Tropical tropospheric trends

Once more unto the breach, dear friends, once more!

Some old-timers will remember a series of ‘bombshell’ papers back in 2004 which were going to “knock the stuffing out” of the consensus position on climate change science (see here for example). Needless to say, nothing of the sort happened. The issue in two of those papers was whether satellite and radiosonde data were globally consistent with model simulations over the same time. Those papers claimed that they weren’t, but they did so based on a great deal of over-confidence in observational data accuracy (see here or here for how that turned out) and an insufficient appreciation of the statistics of trends over short time periods.

Well, the same authors (Douglass, Pearson and Singer, now joined by Christy) are back with a new (but necessarily more constrained) claim, but with the same over-confidence in observational accuracy and a similar lack of appreciation of short term statistics.

Previously, the claim was that satellites (in particular the MSU 2LT record produced by UAH) showed a global cooling that was not apparent in the surface temperatures or model runs. That disappeared with a longer record and some important corrections to the processing.
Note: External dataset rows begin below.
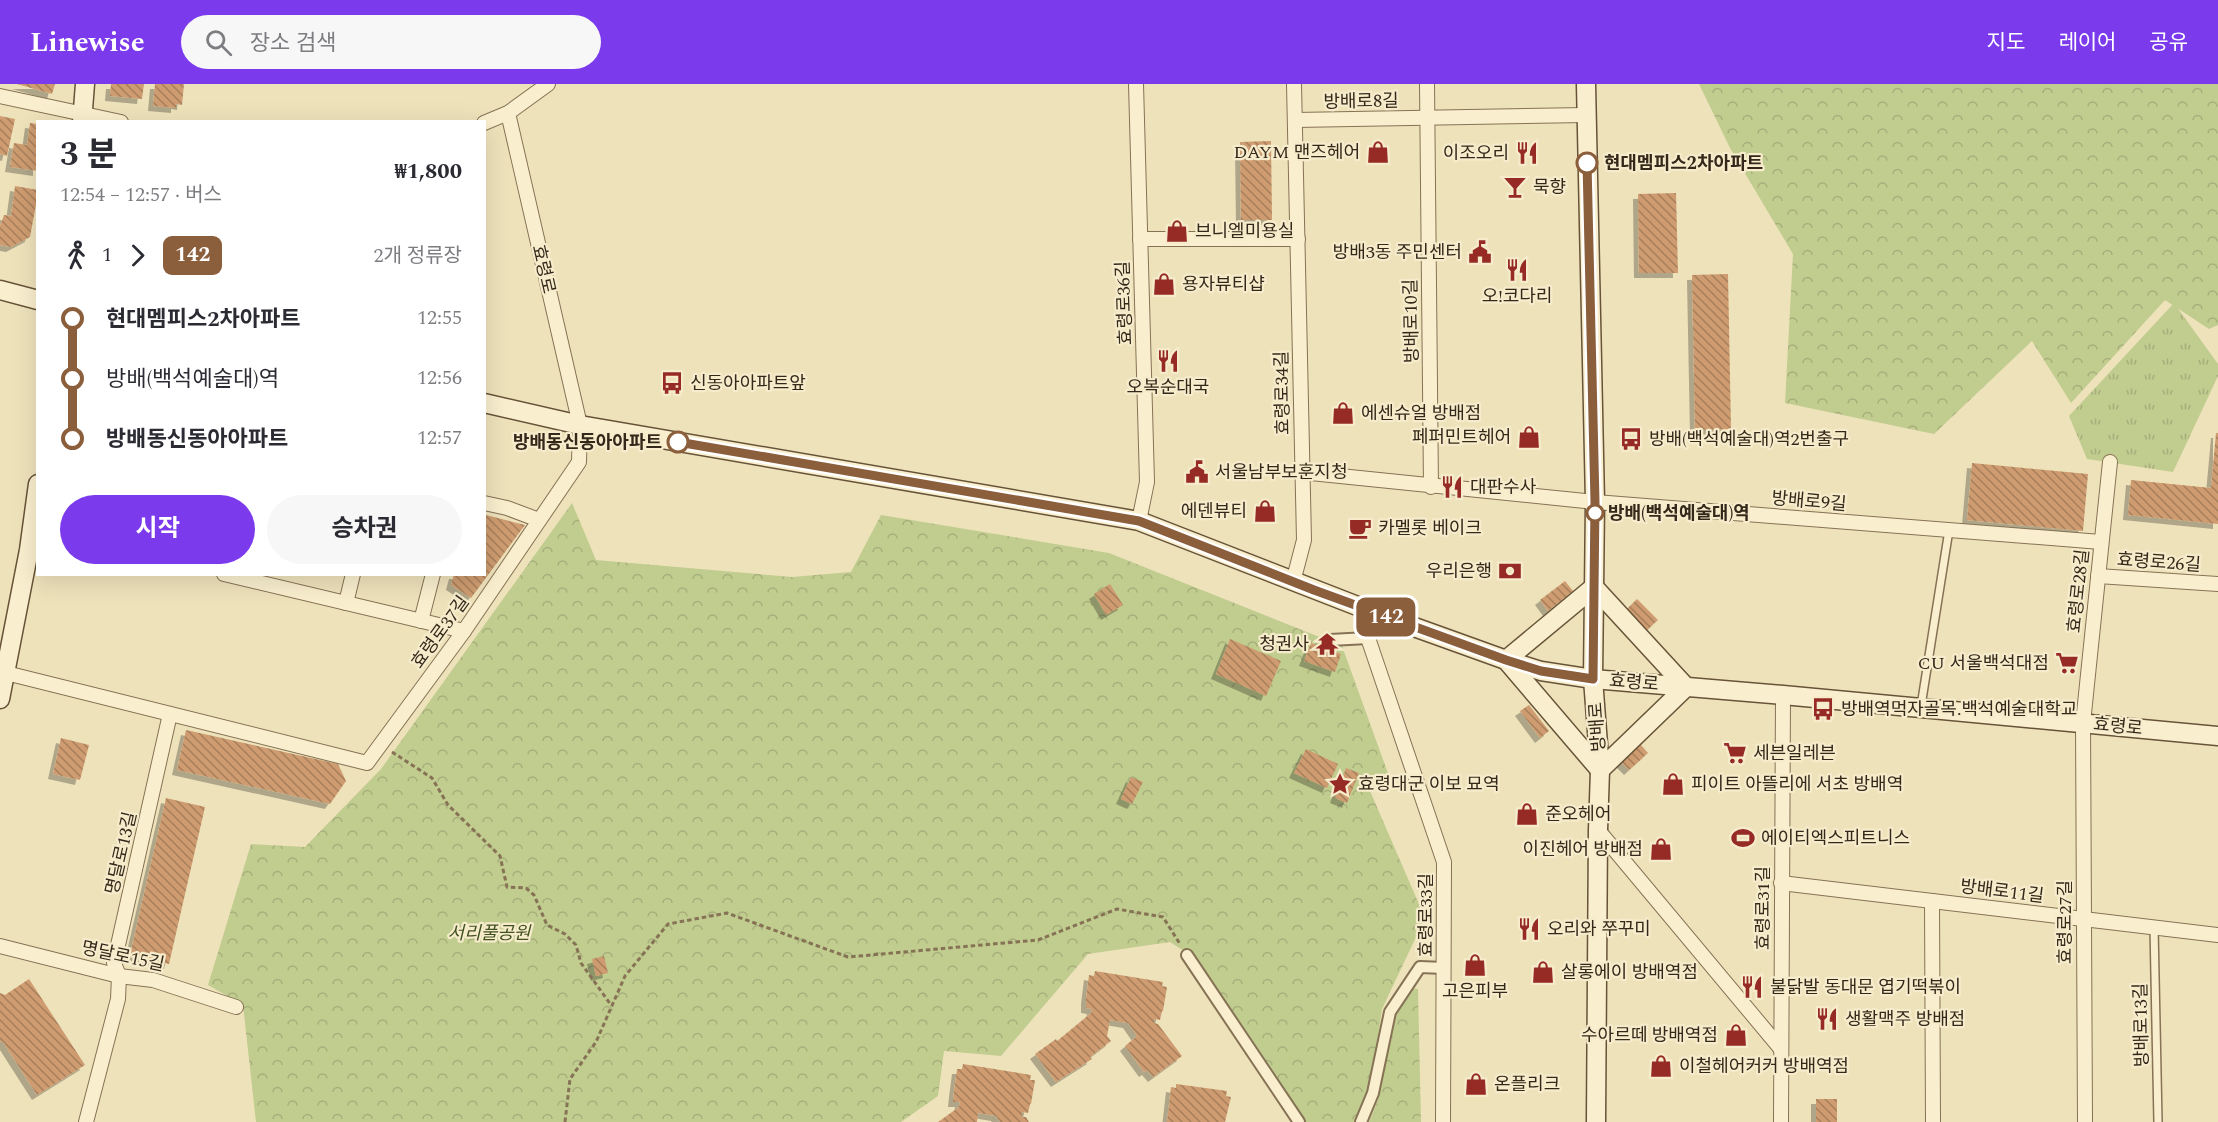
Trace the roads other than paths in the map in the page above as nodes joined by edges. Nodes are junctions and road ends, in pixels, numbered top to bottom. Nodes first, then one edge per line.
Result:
1 (85, 84) edge
2 (548, 84) edge
3 (1136, 84) edge
4 (1294, 84) edge
5 (1427, 84) edge
6 (1586, 84) edge
7 (0, 96) edge
8 (508, 113) junction
9 (1586, 115) junction
10 (82, 118) edge
11 (1427, 118) junction
12 (102, 120) edge
13 (1295, 120) junction
14 (486, 122) edge
15 (1140, 238) junction
16 (1298, 239) junction
17 (0, 290) edge
18 (36, 299) edge
19 (486, 403) edge
20 (580, 425) junction
21 (2110, 462) dead end
22 (1301, 472) junction
23 (1431, 487) junction
24 (1595, 502) junction
25 (486, 503) edge
26 (36, 507) edge
27 (539, 520) junction
28 (1139, 521) junction
29 (34, 530) edge
30 (1949, 530) junction
31 (2101, 542) junction
32 (239, 576) edge
33 (353, 576) edge
34 (432, 576) edge
35 (2098, 576) junction
36 (262, 579) edge
37 (1293, 582) junction
38 (2218, 584) edge
39 (1594, 587) junction
40 (346, 603) junction
41 (1378, 614) junction
42 (421, 621) junction
43 (464, 631) junction
44 (1368, 638) junction
45 (1327, 644) dead end
46 (1506, 660) junction
47 (6, 673) junction
48 (1593, 679) junction
49 (1686, 687) junction
50 (1783, 695) junction
51 (0, 699) edge
52 (1920, 710) junction
53 (170, 714) junction
54 (2083, 723) junction
55 (2218, 736) edge
56 (1600, 770) junction
57 (1598, 830) junction
58 (1781, 883) junction
59 (1932, 901) junction
60 (2083, 919) junction
61 (2154, 927) junction
62 (2218, 935) edge
63 (0, 946) edge
64 (1188, 955) road end
65 (1444, 968) junction
66 (119, 976) junction
67 (236, 1007) dead end
68 (1781, 1049) junction
69 (86, 1122) edge
70 (1299, 1122) edge
71 (1361, 1122) edge
72 (1443, 1122) edge
73 (1596, 1122) edge
74 (1780, 1122) edge
75 (1933, 1122) edge
76 (2085, 1122) edge
77 (2158, 1122) edge

1 - 10 main road
2 - 8 street
3 - 15 street, 효령로36길
4 - 13 street, 효령로34길
5 - 11 street
6 - 9 main road, 방배로
7 - 10 street
8 - 14 street
8 - 20 street, 효령로
9 - 11 street, 방배로8길
9 - 24 main road, 방배로
10 - 12 street
11 - 13 street, 방배로8길
11 - 23 street, 방배로10길
13 - 16 street, 효령로34길
15 - 16 street
15 - 28 street, 효령로36길
16 - 22 street, 효령로34길
17 - 18 main road
19 - 20 main road, 효령로
20 - 27 street, 효령로37길
20 - 28 main road, 효령로
21 - 31 street, 효령로28길
22 - 23 street
22 - 37 street, 효령로34길
23 - 24 street
24 - 30 street, 방배로9길
24 - 39 main road, 방배로
25 - 27 street
26 - 29 main road
27 - 43 street, 효령로37길
28 - 37 main road, 효령로
29 - 47 main road
30 - 31 street, 방배로9길
30 - 52 lane
31 - 35 street, 효령로28길
32 - 36 street
33 - 40 street
34 - 42 street
35 - 38 street, 효령로26길
35 - 54 street, 효령로28길
36 - 40 street
37 - 41 main road, 효령로
39 - 46 main road
39 - 48 main road, 방배로
39 - 49 main road
40 - 42 street
41 - 44 street
41 - 46 main road, 효령로
42 - 43 street
43 - 53 street, 효령로37길
44 - 45 street
44 - 65 street, 효령로33길
46 - 48 main road, 효령로
46 - 56 main road
47 - 51 main road
47 - 53 street
48 - 49 main road, 효령로
48 - 56 main road, 방배로
49 - 50 main road, 효령로
49 - 56 main road
50 - 52 main road, 효령로
50 - 58 street, 효령로31길
52 - 54 main road, 효령로
53 - 66 street, 명달로13길
54 - 55 main road, 효령로
54 - 60 street, 효령로27길
56 - 57 main road, 방배로
57 - 68 street
57 - 73 main road, 방배로
58 - 59 street, 방배로11길
58 - 68 street, 효령로31길
59 - 60 street, 방배로11길
59 - 75 street
60 - 61 street, 방배로11길
60 - 76 street, 효령로27길
61 - 62 street, 방배로11길
61 - 77 lane, 방배로13길
63 - 66 street, 명달로15길
64 - 70 street
65 - 71 street
65 - 72 street, 효령로33길
66 - 67 street, 명달로15길
66 - 69 street, 명달로13길
68 - 74 street, 효령로31길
Now the claim has been greatly restricted in scope and concerns only the tropics, and the rate of warming in the troposphere (rather than the fact of warming itself, which is now undisputed).

The basis of the issue is that models produce an enhanced warming in the tropical troposphere when there is warming at the surface. This is true enough. Whether the warming is from greenhouse gases, El Nino’s, or solar forcing, trends aloft are enhanced. For instance, the GISS model equilibrium runs with 2xCO2 or a 2% increase in solar forcing both show a maximum around 20N to 20S around 300mb (10 km):

The first thing to note about the two pictures is how similar they are. They both have the same enhancement in the tropics and similar amplification in the Arctic. They differ most clearly in the stratosphere (the part above 100mb) where CO2 causes cooling while solar causes warming. It’s important to note however, that these are long-term equilibrium results and therefore don’t tell you anything about the signal-to-noise ratio for any particular time period or with any particular forcings.